Des revêtements bosselés pour de meilleures cellules solaires

Les fils, pores, bosses et autres textures à l'échelle nanométrique peuvent considérablement améliorer les performances des cellules solaires, des écrans et même des revêtements autonettoyants. Aujourd'hui, des chercheurs de l'Université de Stanford ont développé un moyen plus simple et moins cher d'ajouter ces fonctionnalités à de grandes surfaces.





Frottis nanosphère : L'utilisation d'une tige tournante pour déposer une suspension d'encre de nanosphères de silice est un moyen simple de créer des revêtements bosselés et nanotexturés comme ces trois-là.

Les structures à l'échelle nanométrique offrent des avantages particuliers dans les dispositifs qui interagissent avec la lumière. Par exemple, une cellule solaire à couche mince recouverte de nano piliers est plus efficace car les piliers absorbent plus de lumière et en convertissent plus en électricité. D'autres textures à l'échelle nanométrique offrent des avantages similaires dans les dispositifs optiques comme le rétroéclairage des écrans.

Le problème est de s'étendre à de vastes zones, dit Yi Cui , un professeur de science et d'ingénierie des matériaux à Stanford qui a dirigé les nouveaux travaux. De nombreuses méthodes sont vraiment complexes et ne résolvent pas le problème, explique Cui. La lithographie peut être utilisée pour sculpter des caractéristiques à l'échelle nanométrique avec des dimensions précises, mais c'est coûteux et difficile. Des techniques plus simples, telles que le revêtement par centrifugation d'une surface avec des nanoparticules ou l'utilisation d'acides pour la graver avec de minuscules trous, ne permettent pas une grande précision.

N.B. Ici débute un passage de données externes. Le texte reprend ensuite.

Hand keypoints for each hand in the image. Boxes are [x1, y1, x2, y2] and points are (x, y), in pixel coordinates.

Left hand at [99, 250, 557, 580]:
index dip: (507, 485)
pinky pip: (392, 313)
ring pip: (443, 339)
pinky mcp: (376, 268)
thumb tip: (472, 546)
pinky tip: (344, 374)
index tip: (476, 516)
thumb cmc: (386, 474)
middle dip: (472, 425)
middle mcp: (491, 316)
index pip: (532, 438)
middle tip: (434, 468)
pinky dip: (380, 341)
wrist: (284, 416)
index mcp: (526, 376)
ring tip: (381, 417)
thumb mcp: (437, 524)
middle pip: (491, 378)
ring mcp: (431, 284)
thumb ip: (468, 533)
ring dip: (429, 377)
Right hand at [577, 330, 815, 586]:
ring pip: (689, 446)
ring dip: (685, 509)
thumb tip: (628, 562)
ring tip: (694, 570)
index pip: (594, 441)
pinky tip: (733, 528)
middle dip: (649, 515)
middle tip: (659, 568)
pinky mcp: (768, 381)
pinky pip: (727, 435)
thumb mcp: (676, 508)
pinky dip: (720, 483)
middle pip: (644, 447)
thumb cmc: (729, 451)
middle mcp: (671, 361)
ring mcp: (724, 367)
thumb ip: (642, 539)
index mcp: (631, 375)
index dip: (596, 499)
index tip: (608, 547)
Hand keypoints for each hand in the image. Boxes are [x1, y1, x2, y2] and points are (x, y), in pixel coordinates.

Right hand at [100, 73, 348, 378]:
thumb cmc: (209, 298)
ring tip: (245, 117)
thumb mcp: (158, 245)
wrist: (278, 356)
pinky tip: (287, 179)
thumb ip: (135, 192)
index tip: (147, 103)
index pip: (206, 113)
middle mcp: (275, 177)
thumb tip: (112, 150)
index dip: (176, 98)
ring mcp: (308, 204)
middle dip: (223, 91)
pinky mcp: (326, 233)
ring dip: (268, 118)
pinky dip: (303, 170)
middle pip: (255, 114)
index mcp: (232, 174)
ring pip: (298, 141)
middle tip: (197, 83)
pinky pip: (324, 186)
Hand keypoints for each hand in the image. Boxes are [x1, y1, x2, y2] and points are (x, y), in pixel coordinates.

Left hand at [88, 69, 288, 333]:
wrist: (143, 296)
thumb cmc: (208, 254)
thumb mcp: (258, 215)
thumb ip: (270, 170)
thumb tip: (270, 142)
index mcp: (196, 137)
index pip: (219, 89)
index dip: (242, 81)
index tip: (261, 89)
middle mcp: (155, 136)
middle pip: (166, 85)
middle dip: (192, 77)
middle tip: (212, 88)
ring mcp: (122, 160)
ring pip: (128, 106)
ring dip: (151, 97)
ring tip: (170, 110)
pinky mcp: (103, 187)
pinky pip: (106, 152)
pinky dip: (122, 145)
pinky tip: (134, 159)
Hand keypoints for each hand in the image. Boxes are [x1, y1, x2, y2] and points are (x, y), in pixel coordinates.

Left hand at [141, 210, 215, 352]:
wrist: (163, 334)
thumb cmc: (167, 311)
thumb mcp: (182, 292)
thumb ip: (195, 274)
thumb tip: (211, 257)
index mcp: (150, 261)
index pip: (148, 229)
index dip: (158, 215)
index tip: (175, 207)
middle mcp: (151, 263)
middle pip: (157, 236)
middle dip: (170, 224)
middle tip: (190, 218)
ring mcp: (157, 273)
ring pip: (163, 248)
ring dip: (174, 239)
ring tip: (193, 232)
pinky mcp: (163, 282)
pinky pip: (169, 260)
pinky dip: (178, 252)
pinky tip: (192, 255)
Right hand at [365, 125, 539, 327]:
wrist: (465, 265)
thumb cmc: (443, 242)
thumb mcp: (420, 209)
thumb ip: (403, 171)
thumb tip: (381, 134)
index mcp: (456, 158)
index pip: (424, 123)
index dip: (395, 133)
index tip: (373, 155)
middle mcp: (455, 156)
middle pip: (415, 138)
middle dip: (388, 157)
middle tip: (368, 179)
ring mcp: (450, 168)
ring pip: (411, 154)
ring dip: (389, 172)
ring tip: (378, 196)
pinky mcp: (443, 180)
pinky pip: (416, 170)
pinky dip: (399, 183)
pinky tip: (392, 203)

Le groupe de Cui a adapté un processus utilisé commercialement pour fabriquer des emballages flexibles. Une tige enroulée de fils est utilisée pour déposer uniformément un revêtement liquide contenant des nanosphères de silice. La surface traitée se retrouve avec des propriétés structurelles spécifiques à l'échelle nanométrique.

Changer la taille des nanoparticules, utiliser des fils de différents diamètres et appliquer des traitements chimiques ultérieurs peuvent encore modifier les propriétés de la surface. La méthode de revêtement est compatible avec les processus rouleau à rouleau utilisés pour imprimer des dispositifs flexibles sur du plastique, du métal et d'autres matériaux, et elle peut également être utilisée sur des surfaces rigides comme le verre.

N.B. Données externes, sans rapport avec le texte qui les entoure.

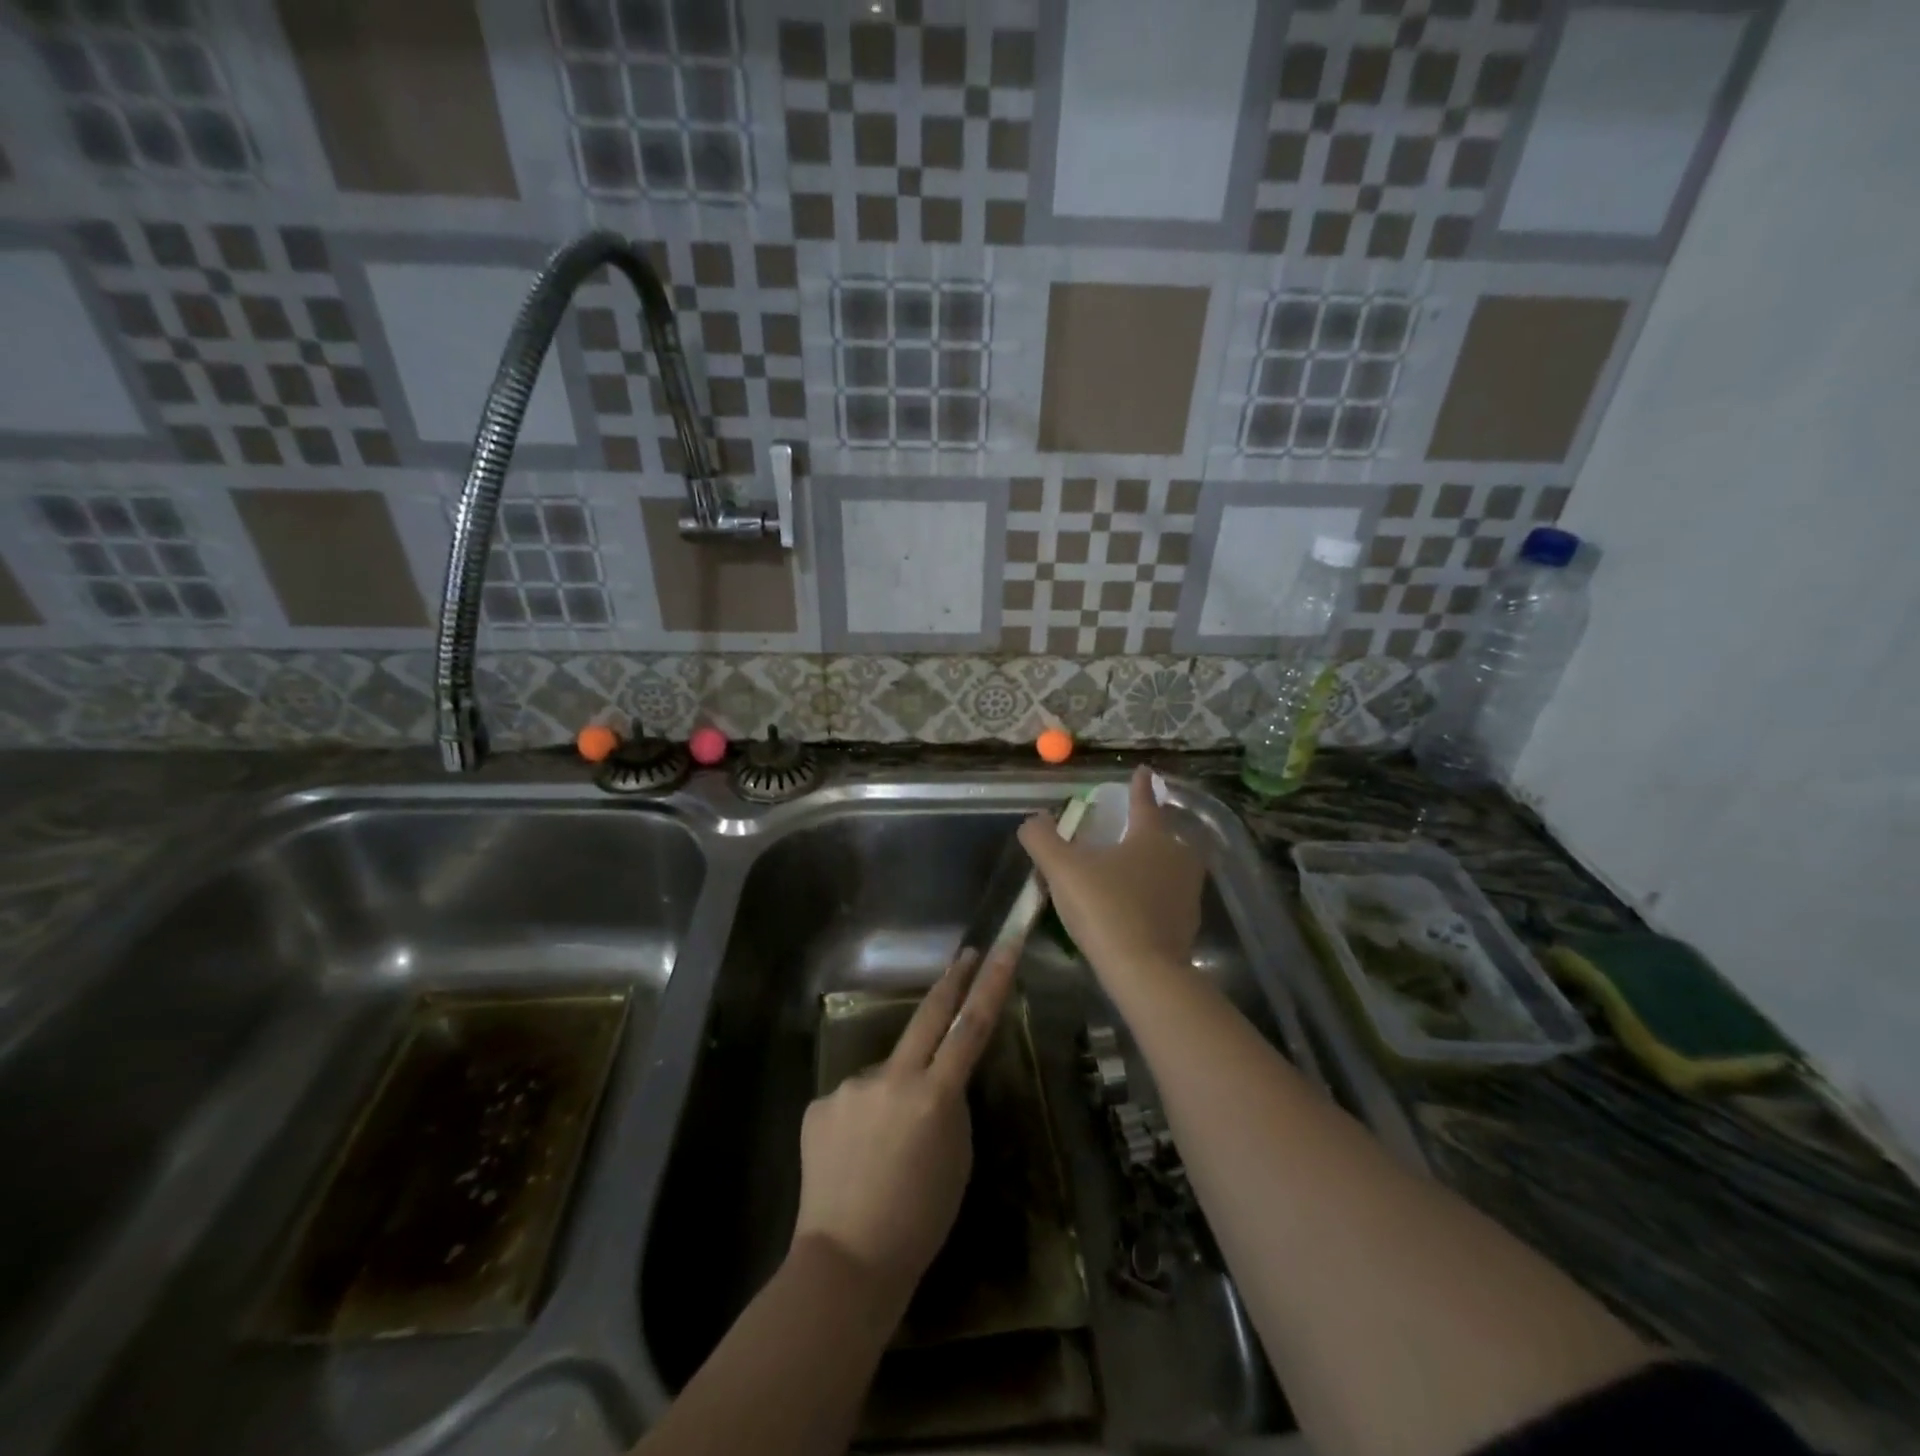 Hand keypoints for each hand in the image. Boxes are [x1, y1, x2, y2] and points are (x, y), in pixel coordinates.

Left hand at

Dans la revue Lettres nano , Cui rapporte que lui et son groupe ont fabriqué des surfaces superhydrophobes et un dispositif solaire de preuve de concept. Pour fabriquer la cellule solaire, les chercheurs déposent du métal et du silicium amorphe sur la surface bosselée. Le résultat absorbe 42 % plus de lumière qu'une surface plane qui utilise la même quantité de matériaux. Cui espère que la texturation à l'échelle nanométrique permettra de produire des cellules solaires à couche mince qui utilisent très peu de matière mais sont toujours très efficaces ; il a fabriqué de tels appareils dans le passé en utilisant la photolithographie et d'autres techniques de fabrication complexes.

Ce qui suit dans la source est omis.